Intelligence agencies say violent right-wing extremism activity in Australia has jumped 250 per cent in just three years, with police urging the criminalisation of symbols such as swastikas and the Christchurch shooter’s deranged manifesto to help disrupt potential terror attacks.
Right-wing extremism is the fastest-growing threat for law enforcement, agency heads have told a parliamentary inquiry.
But Islamic terror remains the biggest focus for police – with the nation’s spy chief warning a violent attack is “likely” within the next 12 months.
“There is a gap in current criminal laws, which constrains investigators’ response to those who possess or disseminate abhorrent or instructional extremist content,” Australian Federal Police deputy commissioner, Ian McCartney, told parliament.
“We feel current aspects of criminal laws are out of step with community expectations.”
The Parliamentary Joint Committee on Intelligence and Security held the first hearing on its inquiry into extremist movements on Thursday.
Australian Security Intelligence Organisation director-general Mike Burgess has previously said right-wing terror makes up 40 per cent of his organisation’s counter-terror work. On Thursday, he said it was just 16 per cent only three years ago.
Mr Burgess said ASIO considered a terrorist attack in Australia was “likely” within the next 12 months. However, he later clarified this was based on Australia’s official terror threat level being set at ‘probable’, where it has been for some time.
“Given the growth we’ve seen in nationalist and racist violent extremism we anticipate there will be a terrorist attack in this country in the next 12 months,” he said.
“We anticipate that is likely… that’s what ‘probable’ means.”
ASIO recently updated its language around terror, deciding to no longer use terms like “right-wing” or “Islamic”, replacing them with “ideologically based” or “religious based”.
Mr Burgess noted terror in Australia “can come from either ideology and therefore for me doesn’t really matter, because they’re both capable”.
“We have credible intelligence that individuals and small groups have the capable intent,” he said.
Mr Burgess noted at multiple times in his evidence that Islamic terror was still Australia’s main threat, saying fledgling extreme-right groups in Australia “are not ISIL”.
Later, AFP officials warned of a “gap” in laws around extremist material, which officers thought was hindering their ability to intervene at early stages of terror attack planning.
Mr McCartney said the AFP wanted the possession of abhorrent violent material, extremist symbols such as swastikas, “instructional manuals” or terror manifestos – like that left by the Christchurch terrorist, before his shooting rampage at two New Zealand mosques – to be criminalised.

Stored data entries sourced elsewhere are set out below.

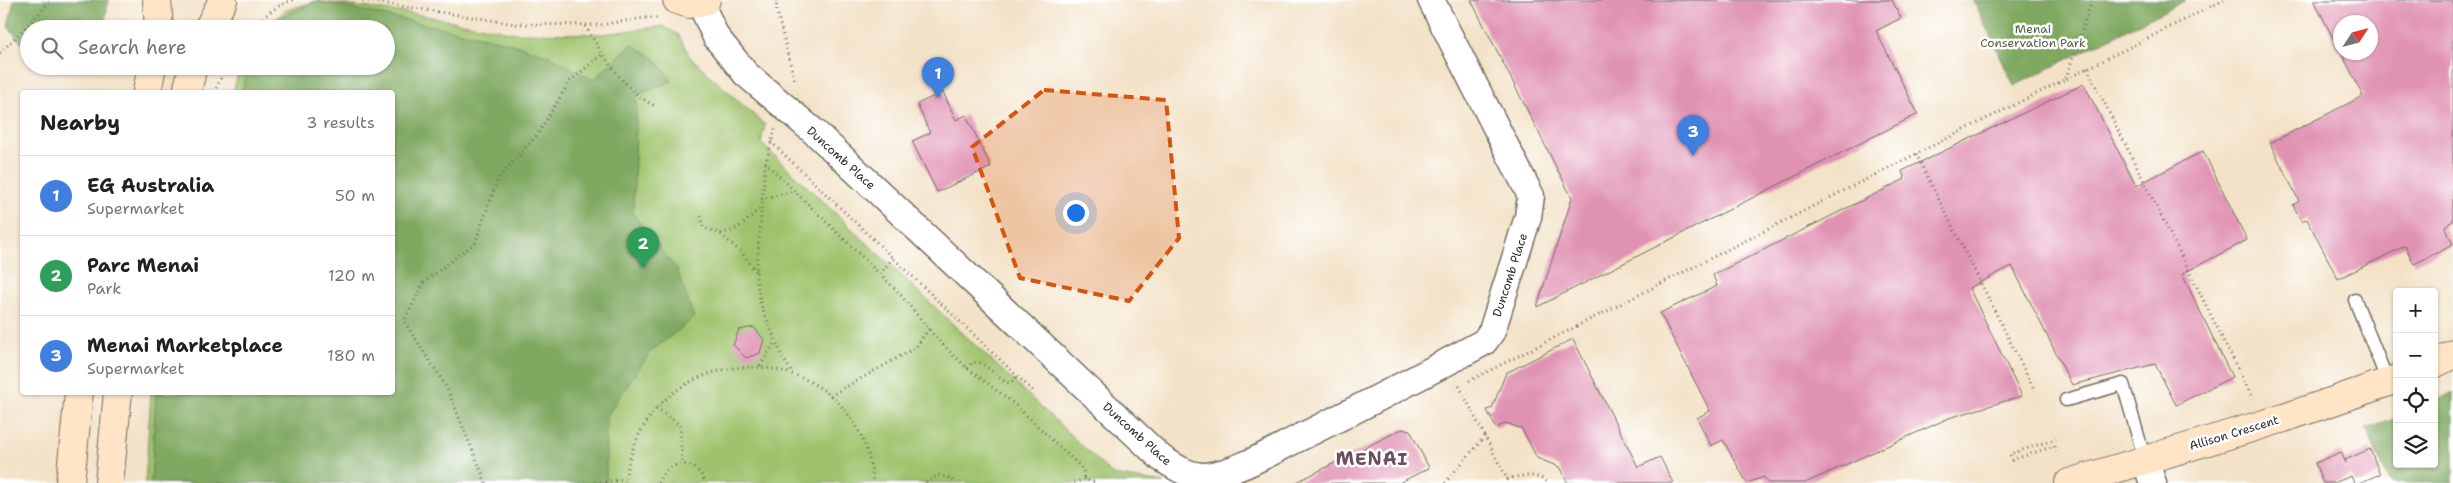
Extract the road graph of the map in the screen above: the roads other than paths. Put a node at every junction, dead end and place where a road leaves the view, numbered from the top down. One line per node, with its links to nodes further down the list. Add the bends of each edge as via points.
1 (158, 0): 5 (street)
2 (223, 0): 6 (street)
3 (1431, 0): 4 (street, Duncomb Place, via 1531,196 1528,218 1492,331 1484,342 1394,390 1262,456 1223,473 1204,476 1183,472 1161,458 819,136 746,74)
4 (687, 5)
5 (158, 20)
6 (213, 20)
7 (150, 75): 9 (street)
8 (191, 75): 10 (street)
9 (147, 90)
10 (187, 90)
11 (2355, 300): 14 (lane)
12 (2453, 354): 13 (street)
13 (2438, 362)
14 (2393, 380): 18 (street, Allison Crescent)
15 (79, 395): 19 (street)
16 (118, 395): 20 (street)
17 (2066, 400): 18 (lane, via 2123,384)
18 (2149, 471): 21 (street, Allison Crescent)
19 (70, 483)
20 (109, 483)
21 (2069, 483)

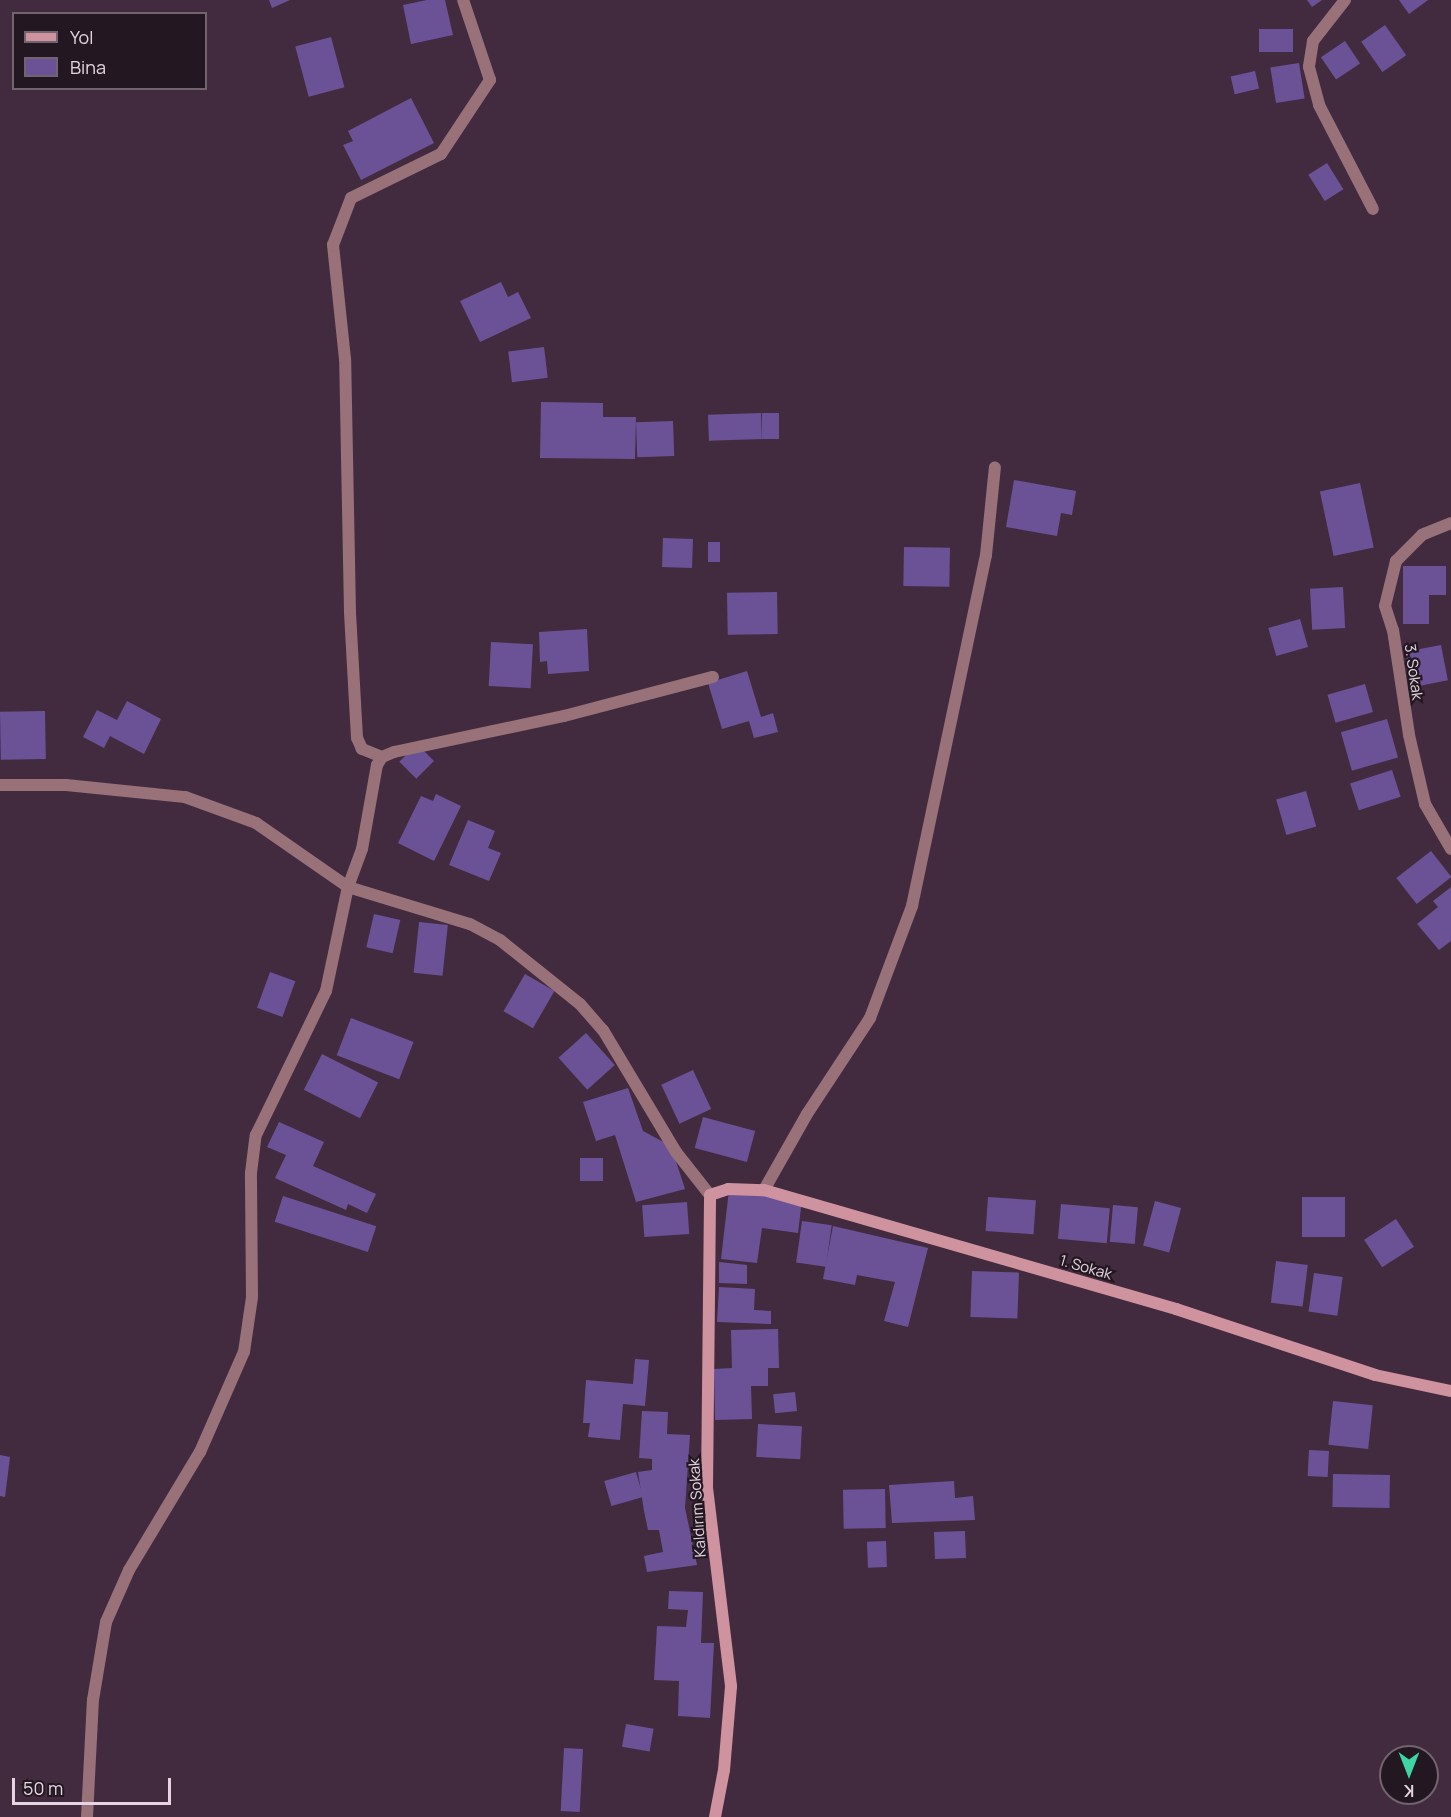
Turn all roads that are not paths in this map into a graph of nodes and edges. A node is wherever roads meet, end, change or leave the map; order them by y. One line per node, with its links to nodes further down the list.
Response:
1 (463, 0): 7 (street)
2 (1346, 0): 3 (street)
3 (1373, 209)
4 (995, 467): 11 (street)
5 (1451, 522): 9 (street, 3. Sokak)
6 (713, 677): 7 (street)
7 (382, 757): 10 (street)
8 (0, 785): 10 (street)
9 (1451, 849)
10 (348, 887): 12 (street); 14 (street)
11 (764, 1190): 12 (street, 1. Sokak); 13 (street, 1. Sokak)
12 (710, 1195): 15 (street, Kaldırım Sokak)
13 (1451, 1391)
14 (87, 1817)
15 (715, 1817)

“Police are limited in the action we take to disrupt radicalised individuals, when they’re at the early stage in the attack planning continuum,” Mr McCartney said.
“We strongly support the criminalisation of public display or flags or other extremist inisignia. In the current environment, the time has come to strongly deter actions in harassing and vilifying members of our community.”
Asked for specific examples, AFP assistant commissioner Scott Lee cited “Nazi insignia” and “ISIL flags”.
“[Counter-terror] investigations often identify subjects engaging in extremist ideological dialogue, viewing and sharing of abhorrent violent extremist material like beheading videos and other violent content like extremist symbols,” Mr Lee said.
Labor senator Kristina Keneally asked if police thought possessing such material could mean someone was on a pathway to becoming radicalised, to which Mr Lee said “that’s right”. He went on to say that current laws only allowed police to intervene if they could connect such symbols or material to a specific terrorist act – a condition he said made it “extremely problematic” to disrupt potential attacks at early stages.
“We think it’s timely … that the mere possession of these things, in certain circumstances, taking away professional or other requirements, there’s a need for that to be criminalised,” Mr Lee said.
Mr McCartney said there was “no circumstances”, other than professional or research contexts, where Australians should have access to extremist content like propaganda, manuals or magazines.
The Christchurch terrorist’s manifesto, which outlined his vile racist beliefs in detail, was cited as an influence in multiple other terror attacks around the world.
The AFP and ASIO also told the parliament of an “increase” in ideologically-motivated extremism.
Mr McCartney said four of the 26 individuals charged with terror offences by the AFP in the past year were in this category. Concern grow about that type of extremism had grown further during the pandemic, and experted expected it to keep swelling.
“They’re typically vulnerable, socially disaffected individuals from disadvantaged backgrounds, including difficult family circumstances,” he said.
“We’ve observed violent extremists seeking to take advantage of isolation, loneliness and financial stress to boost their numbers.”
Mr Lee said the AFP was identifying minor, including people as young as 13, being drawn into such ideologies, and said it was difficult for parents to keep track of what their kids were up to.
“We’ve got [adherents] becoming younger, they’re engaging online in bedrooms. When we speak to their parents, they’ve got no visibility at all on what they’re doing,” he said.
“Depending on their background, they’re nowhere near as digitally literate as their children. There’s a conversation needed to have there at all levels of society on how we educate, make people aware, and how we partner with community in terms of responding to the threat.”